At 1620 on 4 April 2022, a mother-calf group was observed approximately at 2747 m from the coast (Table 2). The SST recorded at the sighting location was 25.5°C, and the bottom depth was 77 m (Table 2). Individuals Be004 (mother) and Be005 (calf) were identified in this group. The individuals remained in the same area and regularly changed direction; therefore, the general behaviour of milling was assigned to this group. A focal follow of a total duration of 01 h 28 min and 47 s starting at 16 h 34 min 59 s. Mean SBI was 33 s (SD = 12; n = 31) for the mother Be004; and 37 s (SD = 14 s; n = 11) for the calf Be005. Mean LBI for the mother Be004 and the calf Be005 were 166 s (SD = 139 s; n = 26) and 182 s (SD = 142 s; n = 27) respectively (Table 3). A minimum sighting distance of 50 m was maintained during the sighting.

This is the first sighting of live (non-stranded) Bryde’s whales in Nicaragua. Bryde’s whales are known to move in search of prey (Biggs et al., 2017). Bryde’s whale’s prey preferences include species of mackerel, anchovy (Lodi et al., 2015; Penry et al., 2011) and euphausiids (Watanabe et al., 2012) on which humpback whales are also known to feed on in the area (De Weerdt and Ramos, 2020). Indirect evidence of increased local productivity was provided by: 1) the presence of humpback whales that were lunge feeding on euphausiids a few kilometres from the sighting location on 12th March 2022; 2) the presence of flocks of feeding frigate birds flying over surfacing Bryde’s whales on 31st March 2022; and 3) observed behaviours in the field (e.g. milling). The lagged Chl-a levels for all sightings (except 31 March 2022) were relatively high (mean = 24.1 mg m⁻³; SD = 5.2 mg m⁻³), which supports our field observations on general behaviours related to suspected feeding. Feeding in Bryde’s whales is usually visually confirmed by active lunge feeding at the surface (Croll et al., 2001; Goldbogen et al., 2017; Iwata et al., 2017; Siciliano et al., 2004) and/or by the close proximity of other feeding bird and cetacean species (Penry, 2010; Tershy, 1992). Although direct feeding behaviours were not observed during our sightings, the occurrence of subsurface horizontal lunge feeding cannot be excluded.

It is uncertain whether our observations relate to oceanographic events such as ENSO, to a temporal increase of local productivity (upwelling, CRD), and/or to increased research effort in the area in the last years. Search effort has remained similar between years since 2016 and therefore unlikely to explain these rare observations. Increased prey availability in Nicaragua can likely be due to a temporary increase in local productivity caused by ENSO climatic events. Bryde’s whales were more often recorded during ENSO – La Niña (colder and highly productive waters) conditions in the Gulf of California, (Salvadeo et al., 2011), however such correlations were not found in Southern California (Smultea et al., 2012). Warming of the ocean temperatures due to oceanographic events such as ENSO and climate change could explain distribution shifts in Bryde’s whales (Smultea et al., 2012). It was not possible to determine whether the Bryde’s whale sightings reported in Nicaragua represent a potential range extension of the ENP population and/or the Peruvian Stock to Central America due to the low sample size and the lack of sightings in the previous years (2016–2021).

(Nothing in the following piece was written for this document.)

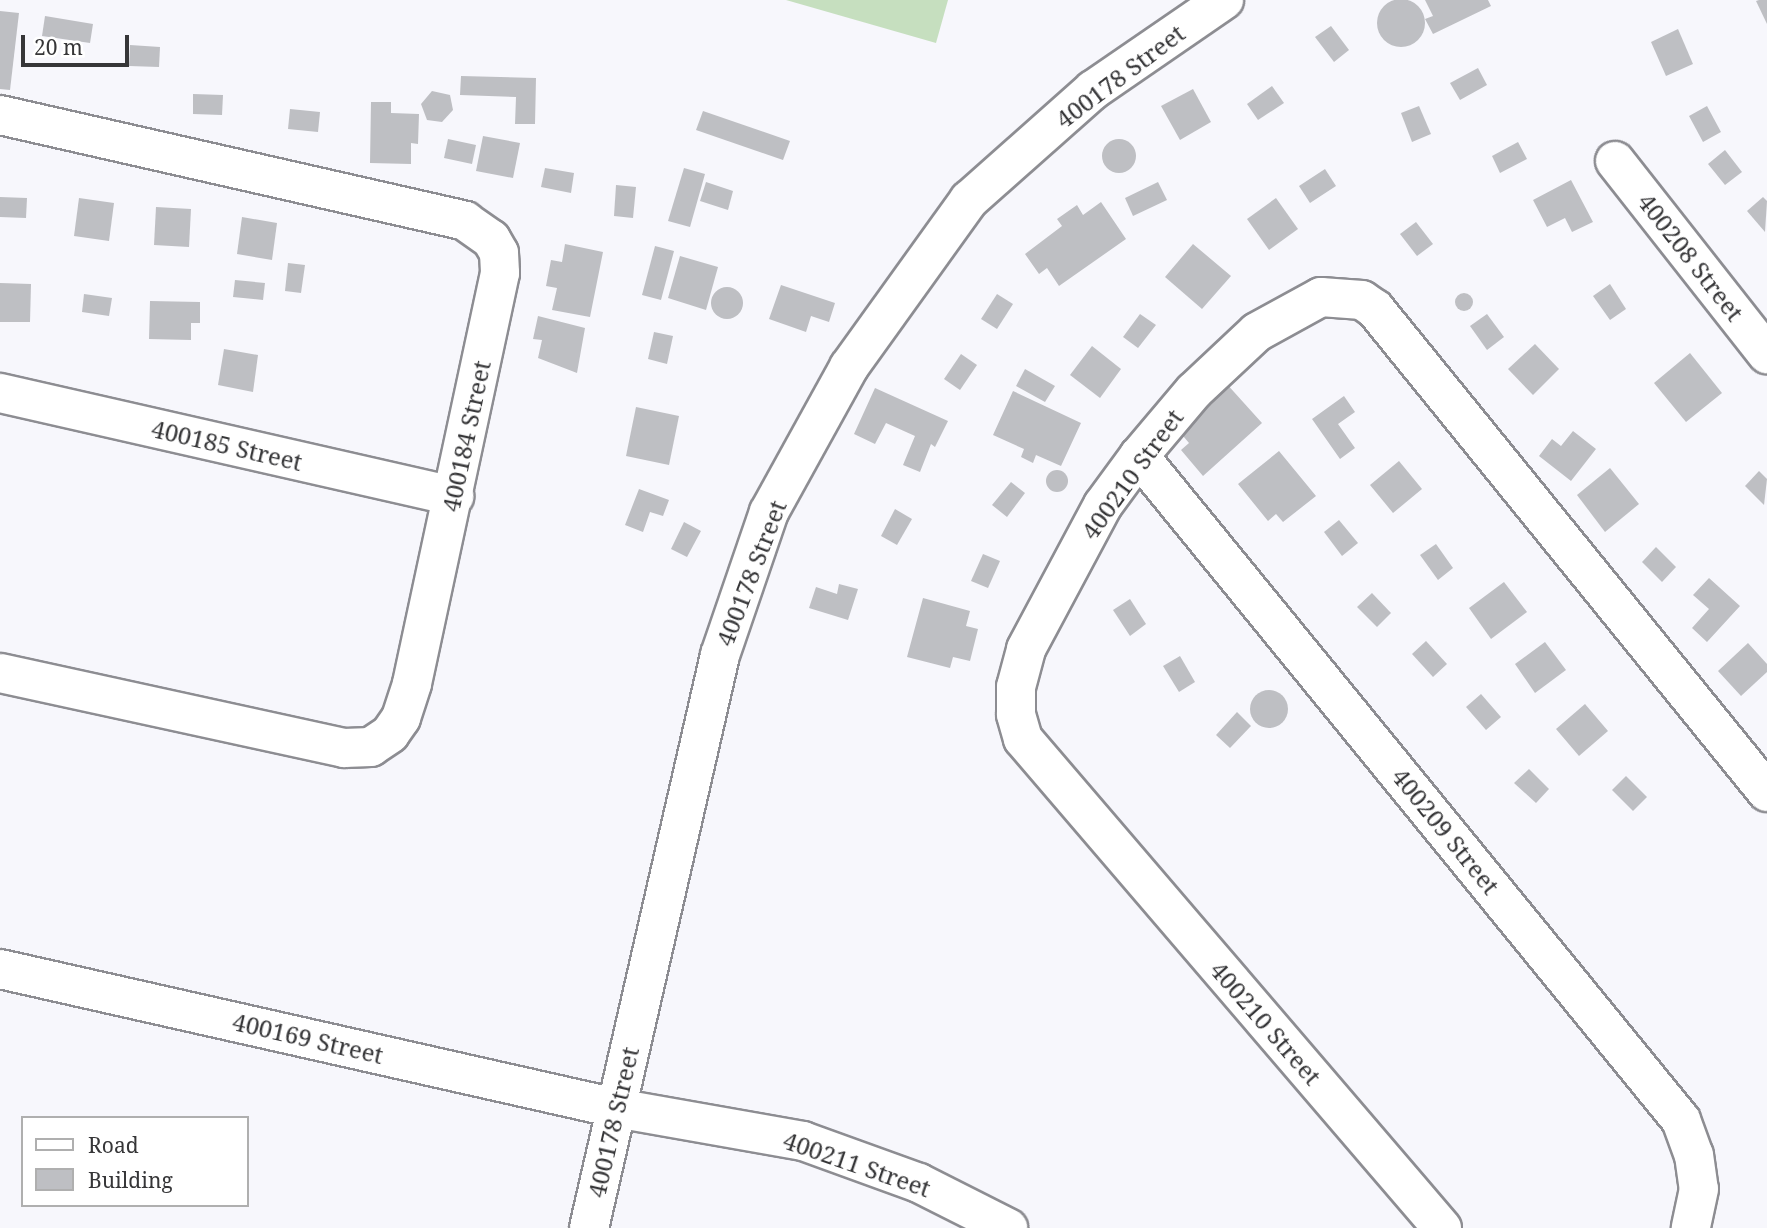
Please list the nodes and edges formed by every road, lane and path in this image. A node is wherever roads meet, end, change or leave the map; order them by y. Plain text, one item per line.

Even if direct feeding evidence was not observed in Nicaragua, the presence of prey that Bryde's whales potentially feed on, the presence of humpback whales and frigate bird feeding, and the observation of short residency time might indicate that this species occasionally visit Nicaraguan coastal areas in search of feeding opportunities. It is unclear whether oceanographic or climatic events (e.g. the CRD and/or ENSO) are responsible for the observed behaviour and/or distributional shifts of Bryde's whales toward Nicaragua. However, this deserves attention in future research. Further investigation in other Central American countries would help to understand whether Central America represents a critical habitat for the breeding and feeding the ENP Bryde's whale population.